Beside a quiet creek south of Ipswich, a single weathered headstone marks the grave of a woman named Julia Ford, who died in 1896. For decades it stood almost alone. But ground-penetrating radar later read the soil around it and returned anomaly after anomaly - the signatures of many more bodies, lying unmarked beneath the grass. This is Deebing Creek, where from 1887 the colonial state gathered Aboriginal people from across Queensland and beyond, controlled every hour of their lives, and let too many of them die far from their own country. It is a place of grief, and it is still contested ground.
Before the laws came, the Aboriginal people living at Deebing Creek were free to come and go as they pleased. The mission grew from a camp of First Nations people who had been moved off the lands around Ipswich as settlers took them. Work began in 1887 under a committee of the Aboriginal Protection Association, and from 1892 the government gazetted reserve land along the creek. But this was the country of the Yuggera and Jagera peoples - and the authorities filled it with others. Men, women and children were sent here from across the state, from north Queensland and as far west as Charleville, alongside people from northern New South Wales, the Torres Strait, South Sea Islander families and Cantonese families. Those carried far from their own homelands came to be called 'historical' people: at home nowhere, held here all the same.
Everything changed in 1897. The Aboriginals Protection and Restriction of the Sale of Opium Act handed the State near-total power over Aboriginal lives - where they could live, where they could travel, who they could work for, what wages they might keep. Protectors of Aborigines administered it; a permit was needed simply to leave the reserve. The word 'protection' sat in the title, but its machinery was control. At Deebing Creek the population rose and fell with the seasonal work that took people away and the orders that brought them back, peaking around 150 souls. Children were committed here too, some sentenced under industrial-schools law for the supposed crime of being 'neglected' - three of them, recorded only as Paddy, Jacky and Chloe, sent from Roma in 1904 for seven years.
Within these walls of paper and policy, people still built lives. Families raised their own timber houses along the creek bank, with dirt floors and concrete steps running down to the water, and tended gardens fenced off from the common ground.
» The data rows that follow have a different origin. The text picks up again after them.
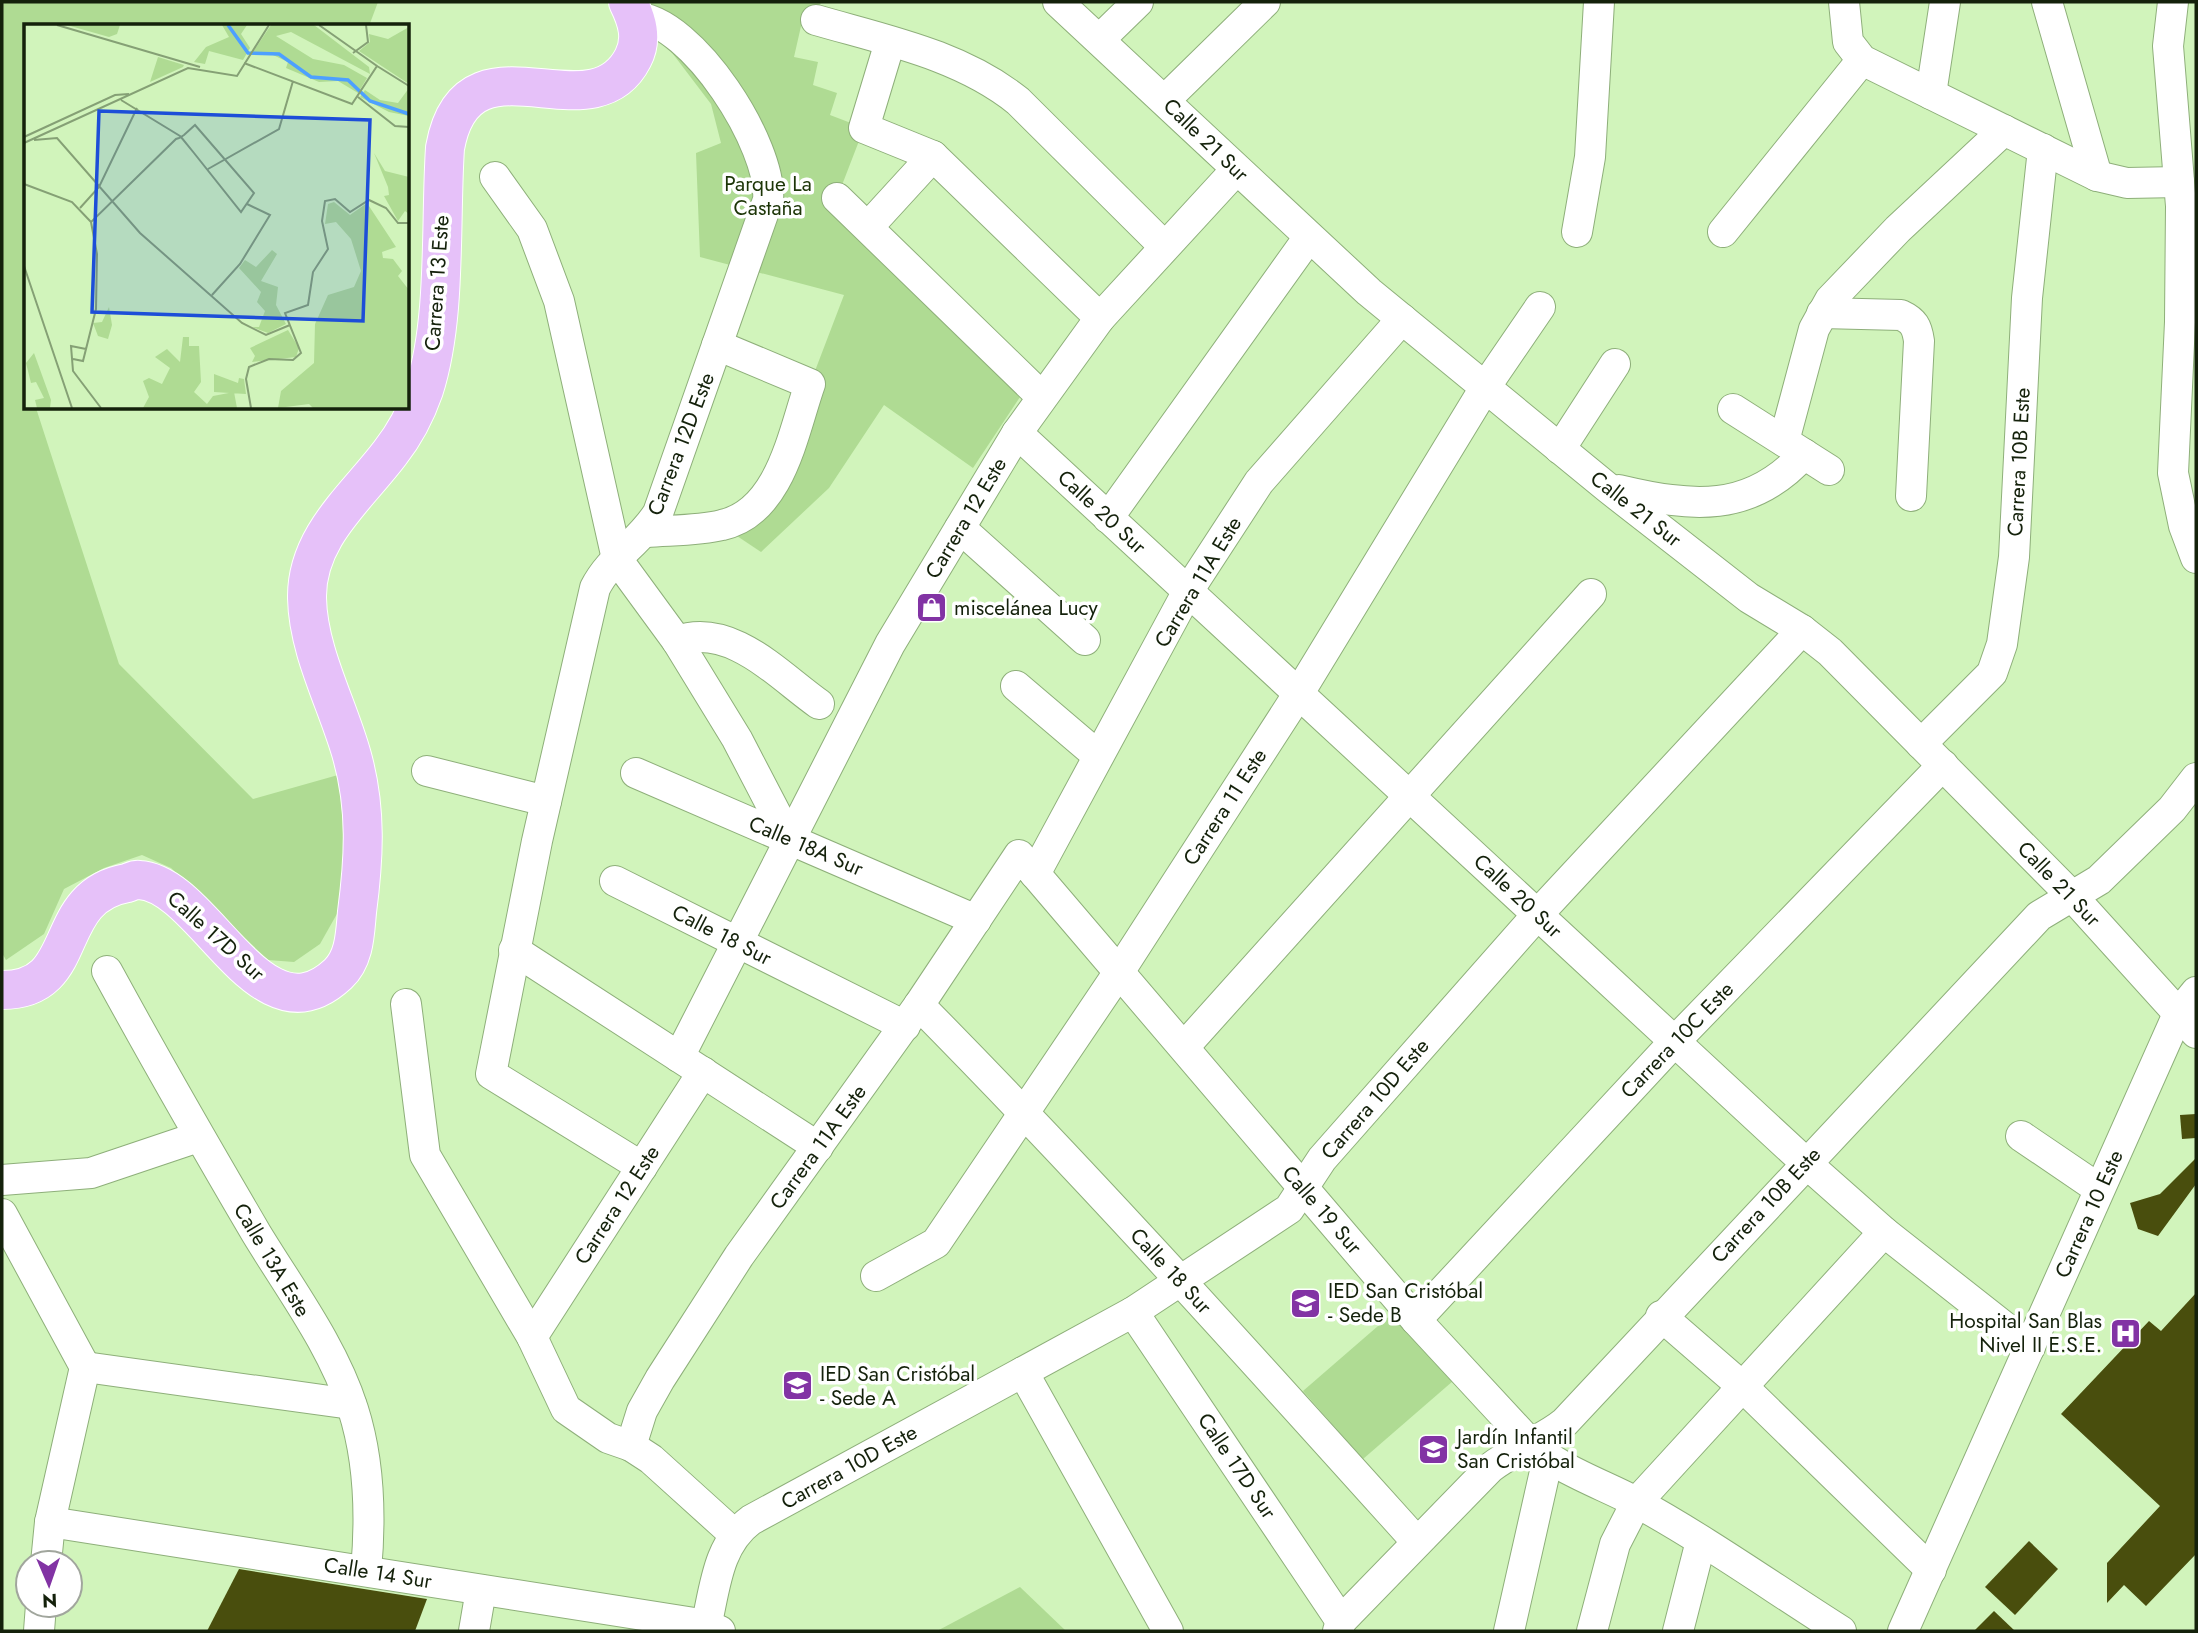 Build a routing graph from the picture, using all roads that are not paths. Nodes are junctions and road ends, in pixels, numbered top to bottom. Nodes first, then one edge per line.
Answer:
1 (1058, 2) edge
2 (1138, 2) edge
3 (1265, 2) edge
4 (1599, 2) edge
5 (1844, 2) edge
6 (1945, 2) edge
7 (2047, 2) edge
8 (632, 9) edge
9 (2180, 16) edge
10 (816, 20) dead end
11 (1100, 39) junction
12 (890, 41) junction
13 (1862, 60) junction
14 (1931, 94) junction
15 (1165, 100) junction
16 (2004, 130) junction
17 (2043, 149) junction
18 (933, 156) junction
19 (1236, 170) junction
20 (2097, 176) junction
21 (495, 177) dead end
22 (837, 198) dead end
23 (2186, 198) edge
24 (868, 227) junction
25 (1577, 232) dead end
26 (1723, 232) dead end
27 (1309, 237) junction
28 (1163, 245) junction
29 (1540, 307) dead end
30 (1822, 313) junction
31 (1100, 318) junction
32 (1402, 319) junction
33 (717, 345) junction
34 (1615, 363) dead end
35 (1486, 386) junction
36 (1042, 397) junction
37 (1733, 410) dead end
38 (1017, 433) junction
39 (1794, 448) junction
40 (1560, 449) junction
41 (2185, 453) edge
42 (1829, 470) dead end
43 (1608, 488) junction
44 (1911, 496) dead end
45 (1108, 517) junction
46 (960, 528) junction
47 (646, 532) junction
48 (2196, 558) edge
49 (617, 559) junction
50 (1188, 591) junction
51 (1591, 594) dead end
52 (1802, 630) junction
53 (1085, 640) dead end
54 (677, 641) junction
55 (1016, 687) dead end
56 (1299, 693) junction
57 (820, 704) dead end
58 (1921, 744) junction
59 (352, 755) joint
60 (1097, 755) junction
61 (1943, 765) junction
62 (427, 771) dead end
63 (636, 773) dead end
64 (2196, 778) edge
65 (1410, 796) junction
66 (546, 801) junction
67 (789, 839) junction
68 (1027, 865) junction
69 (615, 881) dead end
70 (2072, 896) junction
71 (1538, 914) junction
72 (976, 920) junction
73 (737, 942) junction
74 (514, 950) junction
75 (107, 971) dead end
76 (1119, 972) junction
77 (2, 990) edge
78 (406, 1004) dead end
79 (2190, 1013) edge
80 (912, 1016) junction
81 (1675, 1041) junction
82 (1184, 1046) junction
83 (691, 1064) junction
84 (1024, 1112) junction
85 (2021, 1136) dead end
86 (198, 1137) junction
87 (818, 1147) junction
88 (1807, 1163) junction
89 (642, 1167) junction
90 (2, 1180) edge
91 (2099, 1189) junction
92 (1304, 1190) junction
93 (2, 1214) edge
94 (1884, 1232) junction
95 (876, 1276) dead end
96 (1182, 1282) junction
97 (1133, 1312) junction
98 (1661, 1316) junction
99 (1416, 1320) junction
100 (532, 1337) junction
101 (2030, 1347) junction
102 (85, 1367) junction
103 (1023, 1372) junction
104 (1744, 1388) junction
105 (351, 1404) junction
106 (631, 1446) junction
107 (1539, 1450) junction
108 (1636, 1503) junction
109 (50, 1522) junction
110 (733, 1534) junction
111 (1701, 1541) junction
112 (1417, 1542) junction
113 (47, 1549) edge
114 (1930, 1570) junction
115 (366, 1572) junction
116 (481, 1590) junction
117 (1340, 1626) edge
118 (711, 1629) edge
119 (474, 1631) edge
120 (1168, 1631) edge
121 (1510, 1631) edge
122 (1592, 1631) edge
123 (1678, 1631) edge
124 (1841, 1631) edge
125 (1903, 1631) edge

1 - 11 street, Calle 21 Sur
2 - 11 street
3 - 15 street
4 - 25 street
5 - 13 street
6 - 14 street
7 - 20 street
8 - 33 street, Carrera 12D Este
8 - 59 main road, Carrera 13 Este
9 - 23 street
10 - 12 street
11 - 15 street, Calle 21 Sur
12 - 18 street
12 - 28 street
13 - 14 street
13 - 26 street
14 - 16 street
15 - 19 street, Calle 21 Sur
16 - 17 street
16 - 30 street
17 - 20 street
17 - 58 street, Carrera 10B Este
18 - 24 street
18 - 31 street
19 - 27 street, Calle 21 Sur
19 - 28 street, Carrera 12 Este
20 - 23 street
21 - 49 street
22 - 24 street
23 - 41 street
24 - 36 street
27 - 32 street, Calle 21 Sur
27 - 45 street
28 - 31 street, Carrera 12 Este
29 - 35 street, Carrera 11 Este
30 - 39 street
30 - 44 street
31 - 36 street, Carrera 12 Este
32 - 35 street, Calle 21 Sur
32 - 50 street, Carrera 11A Este
33 - 47 street, Carrera 12D Este
33 - 47 street
34 - 40 street
35 - 40 street, Calle 21 Sur
35 - 56 street, Carrera 11 Este
36 - 38 street, Carrera 12 Este
37 - 39 street
38 - 45 street, Calle 20 Sur
38 - 46 street, Carrera 12 Este
39 - 42 street
39 - 43 street
40 - 43 street, Calle 21 Sur
41 - 48 street
43 - 52 street, Calle 21 Sur
45 - 50 street, Calle 20 Sur
46 - 53 street
46 - 67 street, Carrera 12 Este
47 - 49 street, Carrera 12D Este
49 - 54 street
49 - 66 street, Carrera 12D Este
50 - 56 street, Calle 20 Sur
50 - 60 street, Carrera 11A Este
51 - 65 street
52 - 58 street, Calle 21 Sur
52 - 71 street, Carrera 10D Este
54 - 57 street
54 - 67 street
55 - 60 street
56 - 65 street, Calle 20 Sur
56 - 76 street, Carrera 11 Este
58 - 61 street, Calle 21 Sur
59 - 77 main road, Calle 17D Sur
60 - 68 street, Carrera 11A Este
61 - 70 street, Calle 21 Sur
61 - 81 street, Carrera 10C Este
62 - 66 street
63 - 67 street, Calle 18A Sur
64 - 70 street, Carrera 10B Este
65 - 71 street, Calle 20 Sur
65 - 82 street
66 - 74 street, Carrera 12D Este
67 - 72 street, Calle 18A Sur
67 - 73 street, Carrera 12 Este
68 - 72 street, Carrera 11A Este
68 - 76 street, Calle 19 Sur
69 - 73 street, Calle 18 Sur
70 - 79 street, Calle 21 Sur
70 - 88 street, Carrera 10B Este
71 - 81 street, Calle 20 Sur
71 - 92 street, Carrera 10D Este
72 - 80 street, Carrera 11A Este
73 - 80 street, Calle 18 Sur
73 - 83 street, Carrera 12 Este
74 - 83 street
74 - 89 street, Carrera 12D Este
75 - 86 street, Calle 13A Este
76 - 82 street, Calle 19 Sur
76 - 84 street, Carrera 11 Este
78 - 100 street
79 - 91 street, Carrera 10 Este
80 - 84 street, Calle 18 Sur
80 - 87 street, Carrera 11A Este
81 - 88 street, Calle 20 Sur
81 - 99 street, Carrera 10C Este
82 - 92 street, Calle 19 Sur
83 - 87 street
83 - 89 street, Carrera 12 Este
84 - 95 street, Carrera 11 Este
84 - 96 street, Calle 18 Sur
85 - 91 street
86 - 90 street
86 - 105 street, Calle 13A Este
87 - 106 street, Carrera 11A Este
88 - 94 street, Calle 20 Sur
88 - 98 street, Carrera 10B Este
89 - 100 street, Carrera 12 Este
91 - 101 street, Carrera 10 Este
92 - 96 street, Carrera 10D Este
92 - 99 street, Calle 19 Sur
93 - 102 street
94 - 101 street, Calle 20 Sur
94 - 104 street
96 - 97 street, Carrera 10D Este
96 - 112 street, Calle 18 Sur
97 - 103 street, Carrera 10D Este
97 - 117 street, Calle 17D Sur
98 - 104 street
98 - 107 street, Carrera 10B Este
99 - 107 street, Calle 19 Sur
100 - 106 street
101 - 114 street, Carrera 10 Este
102 - 105 street
102 - 109 street
103 - 110 street, Carrera 10D Este
103 - 120 street
104 - 108 street
104 - 114 street
105 - 115 street, Calle 13A Este
106 - 110 street
107 - 108 street, Calle 19 Sur
107 - 112 street, Carrera 10B Este
107 - 121 street
108 - 111 street, Calle 19 Sur
108 - 122 street
109 - 113 street
109 - 115 street, Calle 14 Sur
110 - 118 street
111 - 123 street
111 - 124 street, Calle 19 Sur
112 - 117 street, Carrera 10B Este
114 - 125 street, Carrera 10 Este
115 - 116 street, Calle 14 Sur
116 - 118 street, Calle 14 Sur
116 - 119 street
Children learned their letters in a canvas-lined slab hut, and one large stone where they sharpened their pencils still lies near the old terracing. Cricket matches were played; runners trained to compete in the Ipswich Sheffield Handicap footrace. An official report of 1910 noted, almost in passing, that the residents had made the place 'a true home.' That dignity was theirs, not the mission's - wrought by people who turned an imposed exile into somewhere worth defending.
In 1915 the mission was moved to nearby Purga, and the buildings carried away. The land passed through the Salvation Army, then grazing, then subdivision - but the cemetery remained, and so did memory. In 1967 Les Davidson led Ipswich Aboriginal people in petitioning the Premier to protect the burial grounds as European graves were protected. A cemetery reserve was finally gazetted in 1976. Yet the fight was far from over. From 2019, Yuggera, Jagera and Ugarapul people occupied the site for years to stop housing developers from building over land they believe holds the unmarked remains of their ancestors - and the site of an undocumented colonial massacre. Bulldozers entered in 2019 and were halted by a smoking ceremony. In 2023 the developers cited agreements with some Traditional Owners, and in May the protectors were evicted from the camp. The headstones are few. The graves are many. The grief is present tense.
Deebing Creek lies at roughly 27.68 degrees south, 152.76 degrees east, about 8 km south of central Ipswich in South East Queensland, just off the Cunningham Highway at Deebing Heights. From the air it reads as a band of remnant bushland and creek-line vegetation pressed between expanding suburban housing estates west of Ipswich, with the city and the Bremer River to the north and the Scenic Rim ranges rising to the south and west. Nearest major airport is Brisbane, YBBN, about 40 km northeast; RAAF Base Amberley, YAMB, lies only about 8 km west, so this is active military controlled airspace - check NOTAMs and restrictions. Recommended respectful viewing altitude well clear of Amberley's zone. This is a burial ground and place of mourning; treat it as such.